Factsheet #4 – Importance of Structuring your Investment Exit


It is very important for investors/shareholders when participating into a new structure to identify and implement their exit strategy options, which will best safeguard their investment. Every shareholder must point out the entire spectrum of their investment from the very beginning, including the operation as well as the exit from the investment. The Cyprus Companies Act, Chapter 113 (the Companies Act) includes provisions to provide the required boundaries in order to protect a shareholder’s business relationships with other parties, such as pre-emption, tag-along and drag-along rights.

The Pre-emption Rights

Pre-emption clauses restrict shareholders from transferring shares within a private limited liability company. The Companies Act includes certain restrictive provisions when it comes to the transfer of shares, whereby existing shareholders are eligible to be offered the shares that a shareholder plans on transferring to a third party. In case where Pre-emption rights are attached into the shares held by a shareholder, such rights will be enforceable against all shareholders maintaining such shares within the company. Such rights may also be referred as rights of first refusal.

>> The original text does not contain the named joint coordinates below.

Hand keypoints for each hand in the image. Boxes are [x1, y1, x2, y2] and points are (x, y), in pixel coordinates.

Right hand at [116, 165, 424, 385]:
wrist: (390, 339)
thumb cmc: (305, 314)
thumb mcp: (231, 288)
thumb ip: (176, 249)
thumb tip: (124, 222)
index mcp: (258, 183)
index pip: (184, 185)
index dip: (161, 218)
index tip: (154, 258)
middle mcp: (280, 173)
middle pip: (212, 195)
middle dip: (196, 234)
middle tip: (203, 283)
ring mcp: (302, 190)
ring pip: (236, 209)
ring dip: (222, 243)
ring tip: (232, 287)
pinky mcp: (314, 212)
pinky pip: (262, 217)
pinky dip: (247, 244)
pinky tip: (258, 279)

The Tag-Along & Drag-Along Rights

Pre-emption clauses may also be accompanied by more specific share transfer relevant provisions that aim to allow shareholders to exit from the company, subject to the application of certain requirements. Every shareholder can adhere to rights and options like the tag-along and drag- along options and usually such options/rights are outlined in a shareholder’s agreement and/or within the articles of association of the company. Such options will in effect give to each shareholder the right to agree or oppose to the entry of third parties into the company.

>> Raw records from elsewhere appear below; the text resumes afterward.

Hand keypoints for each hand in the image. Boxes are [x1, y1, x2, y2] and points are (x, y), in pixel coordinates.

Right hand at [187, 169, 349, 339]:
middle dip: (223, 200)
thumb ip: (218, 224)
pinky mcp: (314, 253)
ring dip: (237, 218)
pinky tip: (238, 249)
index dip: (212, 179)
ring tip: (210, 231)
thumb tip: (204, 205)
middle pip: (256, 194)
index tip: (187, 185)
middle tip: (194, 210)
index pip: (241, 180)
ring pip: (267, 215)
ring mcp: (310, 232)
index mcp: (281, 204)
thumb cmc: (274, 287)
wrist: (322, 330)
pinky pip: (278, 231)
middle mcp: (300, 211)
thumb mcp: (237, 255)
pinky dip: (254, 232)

More particularly, the tag-along option will allow for example a minority shareholder to take part in a sale by a majority shareholder and receive the same share sale price. To this effect the minority shareholder will utilise the option to tag along with the majority shareholder’s share sale. The minority shareholder is benefited by this provision as he/she is entitled to sell the shares he/she owns when the majority shareholder wishes to exit from the investment. The minority shareholder can sell the shares under the same terms as the majority shareholder.

The drag-along option entitles for example the majority shareholder to obligate the remaining shareholders in accepting an offer made by a third party to buy all the share capital of the company. Therefore, in this circumstance, the remaining shareholders are forced into selling their shares at the same price as the majority shareholder. The aim of this option is to grant the majority shareholder with a quick exit from the company whereas the potential buyer of the shares will be eligible to buy the whole share capital of the company. Moreover, this will give to the potential buyer a risk free investment opportunity, which may give rise when entering into an investment with other uncooperative shareholders.

All of the above options aim to provide equality amongst the shareholders of a company and hence smoothly regulate a smooth exit from the investment.

The Cyprus Courts recognise and will enforce pre-emption, tag-along as well as drag-along provisions which are stipulated in shareholders’ agreements.